Brazil's presidential election tightens

MARK AUSTIN THOMAS: The presidential race in Brazil is headed for a runoff. At one time it looked like a shoo-in for incumbent Luiz Ignacia Lula da Silva. But allegations of corruption tightened the race on Sunday. When Lula was first elected foreign investors pulled $60 billion out of the country. Marketplace's Dan Grech joins us from the America's Desk at WLRN.
Dan, how has Lula fared since he was first elected?

GRECH: Lula's been a huge surprise. Investors were extremely frightened when he was elected. It was the first leftist in 50 years in Brazil. But he's actually really showed incredible fiscal restraint during his time as president. He paid off debt early, which helped bring the currency to a five-year high and interest rates to a 20-year low. But in many people's opinion, his most impressive accomplishment was his anti-poverty program called Bolsa Familia. It was basically a $45 a month handout to 11 million extremly poor families.

The United Nations had set a goal for Brazil to cut in half its extreme poverty by 2015 and with the Bolsa Familia program Brazil got there a decade early.

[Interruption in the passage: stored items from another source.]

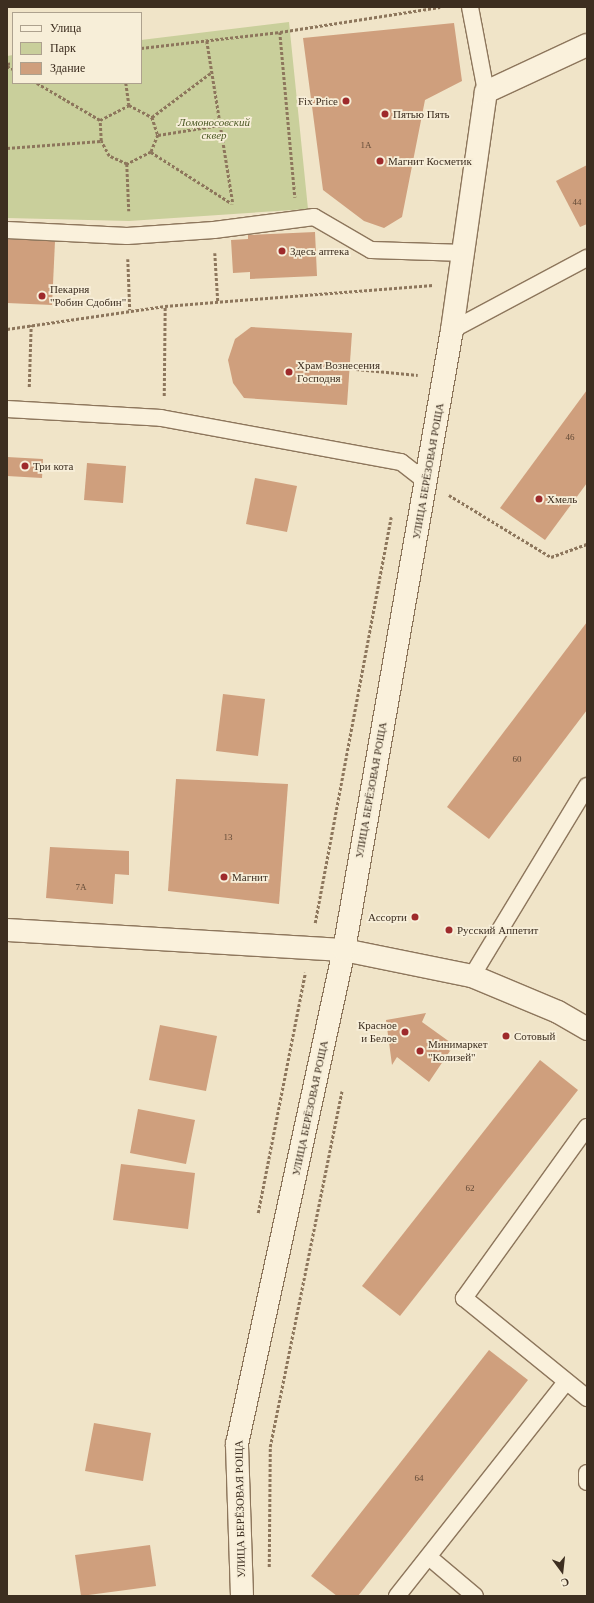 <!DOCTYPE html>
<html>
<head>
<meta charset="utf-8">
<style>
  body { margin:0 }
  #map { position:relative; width:594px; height:1603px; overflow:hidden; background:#f0e4c8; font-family:Georgia,serif }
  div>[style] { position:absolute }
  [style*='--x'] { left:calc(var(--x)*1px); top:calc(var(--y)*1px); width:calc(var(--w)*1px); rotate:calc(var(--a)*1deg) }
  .green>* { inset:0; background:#c9cf9b }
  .building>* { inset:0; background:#cf9f7d }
  .path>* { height:2.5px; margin-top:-1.25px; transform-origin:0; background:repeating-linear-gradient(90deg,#8d765c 0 3px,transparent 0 5px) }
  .roads { filter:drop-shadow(1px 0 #8d765c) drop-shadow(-1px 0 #8d765c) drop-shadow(0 1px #8d765c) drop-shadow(0 -1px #8d765c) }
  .lane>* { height:16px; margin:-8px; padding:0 8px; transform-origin:8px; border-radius:8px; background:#faf1dc }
  .street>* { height:22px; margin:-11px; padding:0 11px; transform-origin:11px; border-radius:11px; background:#faf1dc }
  .dots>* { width:11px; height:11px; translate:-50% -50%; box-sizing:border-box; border:2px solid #f7eed8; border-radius:50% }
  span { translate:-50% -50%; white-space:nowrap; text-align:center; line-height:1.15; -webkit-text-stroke:3.5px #f7eed8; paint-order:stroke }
  .number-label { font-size:9px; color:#624a37 }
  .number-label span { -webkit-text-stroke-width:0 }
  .poi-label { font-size:11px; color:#3d2e20 }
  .right { translate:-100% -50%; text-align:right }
  .left { translate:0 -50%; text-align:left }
  .park-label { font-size:11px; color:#4d5a26; font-style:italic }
  .street-label { font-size:11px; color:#3d2e20 }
  .frame { position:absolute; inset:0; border:8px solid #3d2e20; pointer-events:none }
  .legend { position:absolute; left:12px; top:12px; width:130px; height:72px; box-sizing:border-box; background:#f7eed8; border:1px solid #ada18e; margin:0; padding:5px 7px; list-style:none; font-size:12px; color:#3d2e20 }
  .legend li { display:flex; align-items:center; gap:8px; height:20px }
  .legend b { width:20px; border:1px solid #ada18e }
  .north { position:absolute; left:542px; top:1551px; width:40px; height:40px; -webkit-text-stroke:3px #f7eed8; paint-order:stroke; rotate:165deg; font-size:11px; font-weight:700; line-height:16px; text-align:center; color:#3d2e20 }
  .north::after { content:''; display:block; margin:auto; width:14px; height:18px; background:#3d2e20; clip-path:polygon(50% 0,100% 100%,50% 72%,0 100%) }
</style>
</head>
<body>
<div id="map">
  <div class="green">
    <div style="clip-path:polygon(289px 22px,308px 209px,129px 221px,7px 218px,7px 56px,13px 55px,13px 83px,141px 83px,141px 40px)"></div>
  </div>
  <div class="building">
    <div style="clip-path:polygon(454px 23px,462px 81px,425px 100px,402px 217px,384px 228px,364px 221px,323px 190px,303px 38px)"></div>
    <div style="clip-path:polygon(587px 165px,587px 224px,580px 227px,556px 181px)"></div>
    <div style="clip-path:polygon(315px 232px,317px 276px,250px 279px,250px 272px,233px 273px,231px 240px,248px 239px,248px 235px)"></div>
    <div style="clip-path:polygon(7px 239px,55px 241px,52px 305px,7px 303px)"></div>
    <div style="clip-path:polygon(251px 327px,352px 333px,347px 405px,244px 398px,233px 383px,228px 360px,235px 339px)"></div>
    <div style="clip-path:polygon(587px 390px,587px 483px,545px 540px,500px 508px)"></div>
    <div style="clip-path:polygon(7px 457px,43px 459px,42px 478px,7px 476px)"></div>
    <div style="clip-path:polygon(87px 463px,126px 466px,123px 503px,84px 500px)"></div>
    <div style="clip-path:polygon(255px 478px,297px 486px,287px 532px,246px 524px)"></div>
    <div style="clip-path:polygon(587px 622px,587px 710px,489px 839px,447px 807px)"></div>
    <div style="clip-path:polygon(223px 694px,265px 699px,258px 756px,216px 751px)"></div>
    <div style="clip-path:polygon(176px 779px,288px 784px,279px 904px,168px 891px)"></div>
    <div style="clip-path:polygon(50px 847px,129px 851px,129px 875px,115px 874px,113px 904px,46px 898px)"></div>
    <div style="clip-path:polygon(426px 1013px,422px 1022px,454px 1045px,429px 1082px,397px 1057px,392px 1065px,386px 1020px)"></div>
    <div style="clip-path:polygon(160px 1025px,217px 1036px,206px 1091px,149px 1080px)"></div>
    <div style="clip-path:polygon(540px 1060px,578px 1090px,400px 1316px,362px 1286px)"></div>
    <div style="clip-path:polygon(138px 1109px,195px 1120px,186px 1164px,130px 1153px)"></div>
    <div style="clip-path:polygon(121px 1164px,195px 1173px,188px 1229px,113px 1220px)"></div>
    <div style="clip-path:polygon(489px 1350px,528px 1380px,358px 1596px,337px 1596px,311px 1576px)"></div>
    <div style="clip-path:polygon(94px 1423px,151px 1433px,143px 1481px,85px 1471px)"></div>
    <div style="clip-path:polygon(150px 1545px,156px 1586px,81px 1596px,75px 1555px)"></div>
  </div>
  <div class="path">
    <div style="--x:280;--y:32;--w:166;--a:84.8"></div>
    <div style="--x:207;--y:41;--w:165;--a:80.9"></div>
    <div style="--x:141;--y:48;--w:140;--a:-6.6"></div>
    <div style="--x:280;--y:32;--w:162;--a:-8.9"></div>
    <div style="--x:7;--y:64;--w:6;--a:-9"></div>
    <div style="--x:7;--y:66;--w:7;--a:27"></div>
    <div style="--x:37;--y:83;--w:73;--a:30.4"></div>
    <div style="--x:126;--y:83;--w:22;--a:82"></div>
    <div style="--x:129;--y:105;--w:26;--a:28"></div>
    <div style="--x:152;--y:117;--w:19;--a:72"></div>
    <div style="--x:158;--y:135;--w:18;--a:112"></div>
    <div style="--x:151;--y:152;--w:27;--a:153"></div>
    <div style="--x:127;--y:164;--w:20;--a:-156"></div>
    <div style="--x:109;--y:156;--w:17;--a:-118"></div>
    <div style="--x:101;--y:141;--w:21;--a:-93"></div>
    <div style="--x:100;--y:120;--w:33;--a:-27"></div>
    <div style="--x:152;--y:117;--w:75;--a:-36.9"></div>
    <div style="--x:158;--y:135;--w:63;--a:-9.2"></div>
    <div style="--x:7;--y:148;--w:94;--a:-4.3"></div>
    <div style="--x:151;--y:152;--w:95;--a:32.5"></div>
    <div style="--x:127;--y:164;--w:47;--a:87.6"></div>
    <div style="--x:215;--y:253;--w:49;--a:86.5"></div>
    <div style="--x:128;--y:259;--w:51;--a:87.8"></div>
    <div style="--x:7;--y:329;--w:160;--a:-8.3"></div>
    <div style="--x:165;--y:306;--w:269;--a:-4.5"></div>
    <div style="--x:356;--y:369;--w:62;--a:5.5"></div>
    <div style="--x:29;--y:387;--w:62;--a:-88.2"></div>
    <div style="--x:164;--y:396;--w:90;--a:-89.4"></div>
    <div style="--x:449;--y:495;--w:119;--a:31.3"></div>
    <div style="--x:551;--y:557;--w:38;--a:-20"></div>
    <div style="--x:315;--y:923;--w:413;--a:-79.4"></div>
    <div style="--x:258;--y:1213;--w:245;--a:-78.9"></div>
    <div style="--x:269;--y:1567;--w:120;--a:-89.5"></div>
    <div style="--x:270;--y:1447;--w:363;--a:-78.6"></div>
  </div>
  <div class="roads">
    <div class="lane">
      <div style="--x:470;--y:7;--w:86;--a:79.3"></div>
      <div style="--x:7;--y:230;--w:120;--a:2.9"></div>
      <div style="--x:127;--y:236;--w:87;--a:-3.9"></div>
      <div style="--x:214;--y:230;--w:101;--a:-7.4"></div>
      <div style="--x:314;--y:217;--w:66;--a:30.1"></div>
      <div style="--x:371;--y:250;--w:94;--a:1.8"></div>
      <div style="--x:452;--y:330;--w:153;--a:-28.1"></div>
      <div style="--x:7;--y:409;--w:154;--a:3.3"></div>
      <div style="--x:161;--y:418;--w:244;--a:10.4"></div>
      <div style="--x:401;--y:462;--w:33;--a:38"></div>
      <div style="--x:472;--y:976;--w:222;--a:-58.8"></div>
      <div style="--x:587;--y:1127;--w:211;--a:125.7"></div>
      <div style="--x:464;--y:1298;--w:159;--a:39.1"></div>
      <div style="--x:587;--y:1473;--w:9;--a:90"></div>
      <div style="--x:430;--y:1558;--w:59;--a:40.2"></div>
      <div style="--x:397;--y:1596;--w:273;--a:-51.7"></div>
    </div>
    <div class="street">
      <div style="--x:7;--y:930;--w:338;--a:3.4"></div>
      <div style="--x:344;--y:950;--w:131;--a:11.5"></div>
      <div style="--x:472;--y:976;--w:93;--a:22.7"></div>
      <div style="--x:558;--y:1012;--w:34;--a:30"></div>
      <div style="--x:242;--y:1596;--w:152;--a:-91.9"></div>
      <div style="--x:237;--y:1444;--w:505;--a:-77.78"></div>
      <div style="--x:344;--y:950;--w:629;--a:-80.12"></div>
      <div style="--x:452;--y:330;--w:240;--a:-81.9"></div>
      <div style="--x:486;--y:92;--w:111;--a:-25"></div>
    </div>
  </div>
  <div class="dots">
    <div style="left:346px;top:101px;background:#9e2a2b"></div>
    <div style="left:385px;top:114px;background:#9e2a2b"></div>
    <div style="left:380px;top:161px;background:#9e2a2b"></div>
    <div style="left:282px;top:251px;background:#9e2a2b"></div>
    <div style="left:42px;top:296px;background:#9e2a2b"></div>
    <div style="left:289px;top:372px;background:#9e2a2b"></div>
    <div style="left:25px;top:466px;background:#9e2a2b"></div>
    <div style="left:539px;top:499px;background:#9e2a2b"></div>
    <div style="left:224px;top:877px;background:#9e2a2b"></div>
    <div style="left:415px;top:917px;background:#9e2a2b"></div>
    <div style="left:449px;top:930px;background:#9e2a2b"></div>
    <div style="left:405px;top:1032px;background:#9e2a2b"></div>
    <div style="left:506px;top:1036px;background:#9e2a2b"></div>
    <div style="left:420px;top:1051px;background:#9e2a2b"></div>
  </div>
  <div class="number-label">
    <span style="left:366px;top:145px">1А</span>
    <span style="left:577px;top:202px">44</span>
    <span style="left:570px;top:437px">46</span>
    <span style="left:517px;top:759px">60</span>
    <span style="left:228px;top:837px">13</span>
    <span style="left:81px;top:887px">7А</span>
    <span style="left:470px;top:1188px">62</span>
    <span style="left:419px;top:1478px">64</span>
  </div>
  <div class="poi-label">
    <span class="right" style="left:338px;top:101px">Fix Price</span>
    <span class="left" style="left:393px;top:114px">Пятью Пять</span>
    <span class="left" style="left:388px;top:161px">Магнит Косметик</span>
    <span class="left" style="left:290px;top:251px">Здесь аптека</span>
    <span class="left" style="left:50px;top:296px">Пекарня<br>"Робин Сдобин"</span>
    <span class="left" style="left:297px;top:372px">Храм Вознесения<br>Господня</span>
    <span class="left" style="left:33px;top:466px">Три кота</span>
    <span class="left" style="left:547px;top:499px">Хмель</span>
    <span class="left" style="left:232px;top:877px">Магнит</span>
    <span class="right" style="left:407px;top:917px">Ассорти</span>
    <span class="left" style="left:457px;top:930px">Русский Аппетит</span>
    <span class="right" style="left:397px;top:1032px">Красное<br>и Белое</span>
    <span class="left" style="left:514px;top:1036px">Сотовый</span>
    <span class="left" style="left:428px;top:1051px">Минимаркет<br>"Колизей"</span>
  </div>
  <div class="park-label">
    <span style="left:214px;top:129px">Ломоносовский<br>сквер</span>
  </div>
  <div class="street-label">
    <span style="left:428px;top:471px;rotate:-80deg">УЛИЦА БЕРЁЗОВАЯ РОЩА</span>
    <span style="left:371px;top:790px;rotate:-80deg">УЛИЦА БЕРЁЗОВАЯ РОЩА</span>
    <span style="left:310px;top:1108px;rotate:-78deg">УЛИЦА БЕРЁЗОВАЯ РОЩА</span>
    <span style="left:240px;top:1509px;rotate:-91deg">УЛИЦА БЕРЁЗОВАЯ РОЩА</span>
  </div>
  <div class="frame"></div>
  <ul class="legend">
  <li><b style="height:5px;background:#faf1dc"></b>Улица</li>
  <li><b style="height:11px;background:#c9cf9b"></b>Парк</li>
  <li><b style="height:11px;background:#cf9f7d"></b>Здание</li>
  </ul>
  <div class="north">С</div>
</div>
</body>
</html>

THOMAS: Why is this election important to the U.S.?

GRECH: It's important, Mark, because Brazil is the largest economy in South America and has 180 million people. And for the past four years Brazil's Lula has been a different kind of leftist than Venezuela's Hugo Chavez, who as you know has become increasingly antagonistic to the U.S. Lulu is fiscally responsible and he's willing to have at least lukewarm relations with the U.S. And so the bottom line is that investors can live witha Lula, and they're scared to death of a Chavez. So I think for that reason the Wall Street Journal called Brazil's closer-than-expected election as a kind of win-win for investors. That's because the challenger Geraldo Alckmin is considered business friendly. But even if Lula wins, investors aren't going to worry about what's going to happen in Brazil. And the runoff is Oct. 29.

THOMAS: Marketplace's Dan Grech from the Americas Desk.